§ YOUR TASK
In the data, find the word "stream" and copy out every line that has it.
===== RECORDS
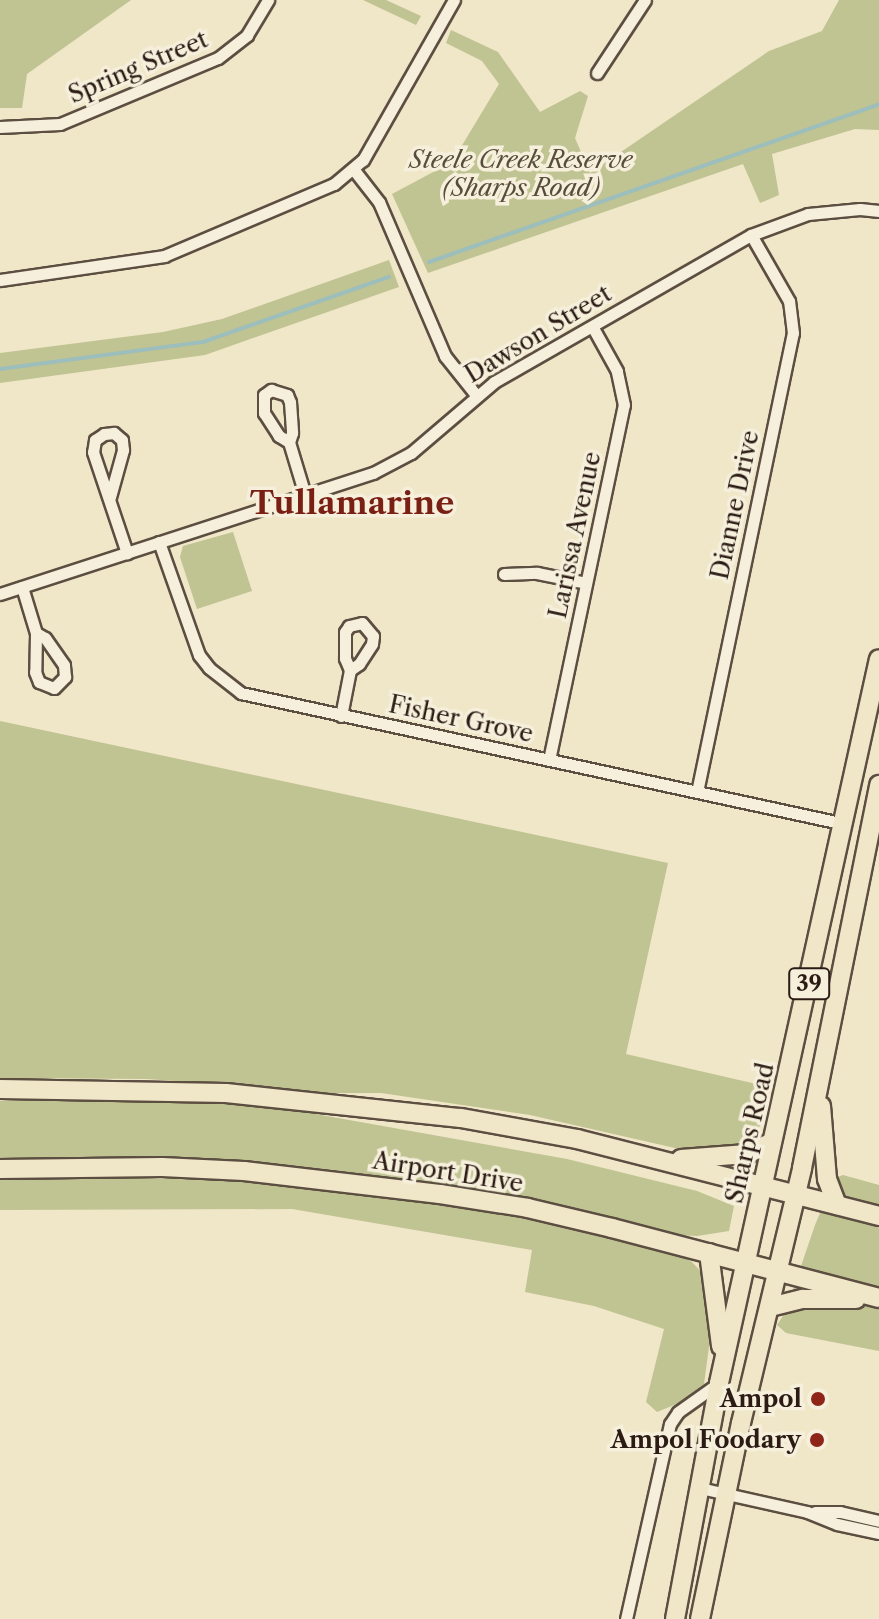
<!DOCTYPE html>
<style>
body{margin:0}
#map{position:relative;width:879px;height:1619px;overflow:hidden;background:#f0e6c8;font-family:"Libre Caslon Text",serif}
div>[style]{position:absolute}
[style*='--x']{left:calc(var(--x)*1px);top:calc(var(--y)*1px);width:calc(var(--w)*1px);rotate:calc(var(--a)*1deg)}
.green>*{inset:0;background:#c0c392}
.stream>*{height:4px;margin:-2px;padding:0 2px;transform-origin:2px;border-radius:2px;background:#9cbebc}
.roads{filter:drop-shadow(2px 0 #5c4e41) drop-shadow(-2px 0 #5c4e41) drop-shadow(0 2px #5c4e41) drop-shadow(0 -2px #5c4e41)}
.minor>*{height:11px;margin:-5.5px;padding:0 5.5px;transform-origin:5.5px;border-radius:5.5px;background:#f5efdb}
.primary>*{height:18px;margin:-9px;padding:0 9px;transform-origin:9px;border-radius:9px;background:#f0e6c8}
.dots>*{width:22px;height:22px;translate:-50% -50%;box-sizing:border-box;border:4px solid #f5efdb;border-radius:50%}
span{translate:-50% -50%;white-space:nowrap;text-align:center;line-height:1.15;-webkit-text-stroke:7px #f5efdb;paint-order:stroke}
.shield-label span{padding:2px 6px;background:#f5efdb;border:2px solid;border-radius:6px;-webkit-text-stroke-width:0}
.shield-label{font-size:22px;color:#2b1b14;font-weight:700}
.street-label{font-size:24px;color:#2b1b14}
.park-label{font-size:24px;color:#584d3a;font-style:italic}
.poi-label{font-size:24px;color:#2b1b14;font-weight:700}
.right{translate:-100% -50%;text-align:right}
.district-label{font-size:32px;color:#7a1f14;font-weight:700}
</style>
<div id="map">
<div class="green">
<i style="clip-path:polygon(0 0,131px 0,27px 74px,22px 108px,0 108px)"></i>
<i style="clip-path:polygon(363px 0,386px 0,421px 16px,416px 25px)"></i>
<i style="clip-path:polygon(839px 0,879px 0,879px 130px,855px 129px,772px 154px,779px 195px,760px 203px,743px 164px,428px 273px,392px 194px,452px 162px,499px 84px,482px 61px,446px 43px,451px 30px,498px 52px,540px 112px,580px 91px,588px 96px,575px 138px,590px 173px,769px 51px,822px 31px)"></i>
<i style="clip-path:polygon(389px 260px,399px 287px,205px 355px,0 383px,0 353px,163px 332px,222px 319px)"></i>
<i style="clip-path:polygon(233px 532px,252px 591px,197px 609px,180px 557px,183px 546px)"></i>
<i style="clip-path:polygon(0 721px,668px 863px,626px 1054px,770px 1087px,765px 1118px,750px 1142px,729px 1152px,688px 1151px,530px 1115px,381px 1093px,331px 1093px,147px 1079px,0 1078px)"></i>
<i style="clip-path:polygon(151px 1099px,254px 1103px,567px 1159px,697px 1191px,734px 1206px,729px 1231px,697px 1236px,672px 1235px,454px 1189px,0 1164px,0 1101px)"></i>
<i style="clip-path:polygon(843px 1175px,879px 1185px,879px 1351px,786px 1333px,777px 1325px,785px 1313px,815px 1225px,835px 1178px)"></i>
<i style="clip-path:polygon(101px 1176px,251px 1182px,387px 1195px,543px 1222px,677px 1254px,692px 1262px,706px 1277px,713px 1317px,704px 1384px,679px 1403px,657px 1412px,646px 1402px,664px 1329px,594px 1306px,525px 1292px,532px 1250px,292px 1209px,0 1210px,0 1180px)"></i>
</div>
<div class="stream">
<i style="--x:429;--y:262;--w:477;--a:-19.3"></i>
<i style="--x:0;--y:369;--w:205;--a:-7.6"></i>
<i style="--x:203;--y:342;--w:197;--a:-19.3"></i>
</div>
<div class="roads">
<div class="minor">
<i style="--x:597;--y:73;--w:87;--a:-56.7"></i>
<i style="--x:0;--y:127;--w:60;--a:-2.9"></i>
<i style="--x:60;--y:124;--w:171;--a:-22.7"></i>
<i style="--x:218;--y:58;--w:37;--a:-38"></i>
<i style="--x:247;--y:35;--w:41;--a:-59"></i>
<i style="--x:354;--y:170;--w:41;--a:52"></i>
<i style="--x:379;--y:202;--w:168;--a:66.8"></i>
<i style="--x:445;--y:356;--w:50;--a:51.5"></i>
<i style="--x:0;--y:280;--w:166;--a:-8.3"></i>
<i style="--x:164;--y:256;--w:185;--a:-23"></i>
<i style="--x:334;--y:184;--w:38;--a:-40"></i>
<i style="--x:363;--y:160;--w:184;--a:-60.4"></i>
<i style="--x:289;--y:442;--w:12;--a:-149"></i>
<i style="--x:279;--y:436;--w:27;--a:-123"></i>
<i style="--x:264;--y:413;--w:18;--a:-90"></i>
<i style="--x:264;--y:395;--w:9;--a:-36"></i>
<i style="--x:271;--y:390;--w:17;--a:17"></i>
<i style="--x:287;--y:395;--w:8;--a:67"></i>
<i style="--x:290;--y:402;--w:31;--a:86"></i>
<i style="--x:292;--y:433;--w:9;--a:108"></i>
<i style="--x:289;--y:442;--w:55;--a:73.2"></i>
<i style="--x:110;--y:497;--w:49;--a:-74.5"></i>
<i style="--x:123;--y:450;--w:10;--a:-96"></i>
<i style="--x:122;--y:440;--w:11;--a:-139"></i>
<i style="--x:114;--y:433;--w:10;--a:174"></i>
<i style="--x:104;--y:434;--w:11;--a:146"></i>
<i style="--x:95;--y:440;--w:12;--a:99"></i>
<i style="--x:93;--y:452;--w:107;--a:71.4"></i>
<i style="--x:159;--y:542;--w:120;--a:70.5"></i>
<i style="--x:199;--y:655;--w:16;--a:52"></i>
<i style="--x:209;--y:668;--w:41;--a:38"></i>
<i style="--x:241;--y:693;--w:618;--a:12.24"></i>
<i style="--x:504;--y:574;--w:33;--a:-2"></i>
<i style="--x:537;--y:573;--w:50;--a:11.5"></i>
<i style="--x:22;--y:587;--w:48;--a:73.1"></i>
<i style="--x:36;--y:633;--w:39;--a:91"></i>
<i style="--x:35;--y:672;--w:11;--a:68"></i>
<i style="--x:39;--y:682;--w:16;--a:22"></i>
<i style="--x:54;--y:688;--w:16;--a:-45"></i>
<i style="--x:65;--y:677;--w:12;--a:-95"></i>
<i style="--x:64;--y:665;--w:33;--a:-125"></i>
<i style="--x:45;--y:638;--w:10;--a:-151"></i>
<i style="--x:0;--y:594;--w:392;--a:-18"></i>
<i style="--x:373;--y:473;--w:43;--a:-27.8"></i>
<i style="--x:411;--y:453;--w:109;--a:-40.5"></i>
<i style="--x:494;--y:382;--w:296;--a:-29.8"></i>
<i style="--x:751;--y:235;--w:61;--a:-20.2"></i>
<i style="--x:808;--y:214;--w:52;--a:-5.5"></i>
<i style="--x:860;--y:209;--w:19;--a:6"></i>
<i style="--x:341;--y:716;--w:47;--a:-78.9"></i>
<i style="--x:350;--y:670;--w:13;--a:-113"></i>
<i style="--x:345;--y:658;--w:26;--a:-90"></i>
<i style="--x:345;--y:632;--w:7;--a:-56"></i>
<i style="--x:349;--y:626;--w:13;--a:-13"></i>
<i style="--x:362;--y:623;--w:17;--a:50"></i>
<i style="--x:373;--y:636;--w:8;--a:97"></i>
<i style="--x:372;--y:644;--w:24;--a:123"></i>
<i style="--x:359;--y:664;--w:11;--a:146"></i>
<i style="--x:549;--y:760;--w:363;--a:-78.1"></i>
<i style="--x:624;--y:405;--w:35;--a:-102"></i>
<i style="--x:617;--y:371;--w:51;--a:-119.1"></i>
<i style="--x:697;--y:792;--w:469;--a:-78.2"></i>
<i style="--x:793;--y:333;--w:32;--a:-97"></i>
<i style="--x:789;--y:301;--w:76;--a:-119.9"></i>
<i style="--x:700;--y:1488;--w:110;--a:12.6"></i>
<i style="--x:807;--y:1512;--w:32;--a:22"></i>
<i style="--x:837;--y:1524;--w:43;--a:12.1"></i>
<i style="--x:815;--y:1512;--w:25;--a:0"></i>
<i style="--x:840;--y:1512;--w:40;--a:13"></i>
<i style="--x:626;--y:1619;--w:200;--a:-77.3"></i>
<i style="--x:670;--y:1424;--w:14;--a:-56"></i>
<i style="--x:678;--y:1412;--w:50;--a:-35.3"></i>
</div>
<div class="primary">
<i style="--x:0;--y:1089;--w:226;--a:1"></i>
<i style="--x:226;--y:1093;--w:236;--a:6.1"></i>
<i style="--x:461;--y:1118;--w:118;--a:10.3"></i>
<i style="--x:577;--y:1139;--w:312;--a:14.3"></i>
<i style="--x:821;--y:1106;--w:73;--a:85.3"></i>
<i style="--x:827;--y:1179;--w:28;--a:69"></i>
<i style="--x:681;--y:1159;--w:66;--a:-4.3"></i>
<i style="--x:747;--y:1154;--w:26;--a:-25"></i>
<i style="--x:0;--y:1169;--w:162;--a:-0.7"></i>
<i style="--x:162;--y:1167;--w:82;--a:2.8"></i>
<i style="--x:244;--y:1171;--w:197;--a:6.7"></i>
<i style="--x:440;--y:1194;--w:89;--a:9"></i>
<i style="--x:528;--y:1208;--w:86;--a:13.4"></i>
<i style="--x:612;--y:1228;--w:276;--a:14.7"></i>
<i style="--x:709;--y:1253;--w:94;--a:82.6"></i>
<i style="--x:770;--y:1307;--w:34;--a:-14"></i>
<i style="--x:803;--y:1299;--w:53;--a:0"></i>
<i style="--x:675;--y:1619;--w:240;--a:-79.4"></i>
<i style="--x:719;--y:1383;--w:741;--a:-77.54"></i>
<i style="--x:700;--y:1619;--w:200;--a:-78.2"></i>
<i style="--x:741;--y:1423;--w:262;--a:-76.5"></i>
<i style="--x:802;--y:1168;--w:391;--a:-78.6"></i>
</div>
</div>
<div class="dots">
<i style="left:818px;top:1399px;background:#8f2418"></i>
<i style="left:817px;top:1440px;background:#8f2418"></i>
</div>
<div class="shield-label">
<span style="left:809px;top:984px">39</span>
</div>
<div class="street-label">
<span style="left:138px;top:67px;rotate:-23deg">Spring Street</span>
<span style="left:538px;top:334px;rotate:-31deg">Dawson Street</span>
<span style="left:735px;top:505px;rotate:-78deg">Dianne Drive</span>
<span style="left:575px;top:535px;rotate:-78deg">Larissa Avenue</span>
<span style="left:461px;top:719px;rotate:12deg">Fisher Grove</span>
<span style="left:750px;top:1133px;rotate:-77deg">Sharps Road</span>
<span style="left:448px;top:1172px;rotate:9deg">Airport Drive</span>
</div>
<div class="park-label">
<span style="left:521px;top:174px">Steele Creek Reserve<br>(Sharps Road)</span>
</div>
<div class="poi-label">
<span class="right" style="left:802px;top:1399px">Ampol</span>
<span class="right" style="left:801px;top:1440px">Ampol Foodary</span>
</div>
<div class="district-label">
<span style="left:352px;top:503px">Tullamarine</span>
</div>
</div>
==========
§ THE ANSWER
.stream>*{height:4px;margin:-2px;padding:0 2px;transform-origin:2px;border-radius:2px;background:#9cbebc}
<div class="stream">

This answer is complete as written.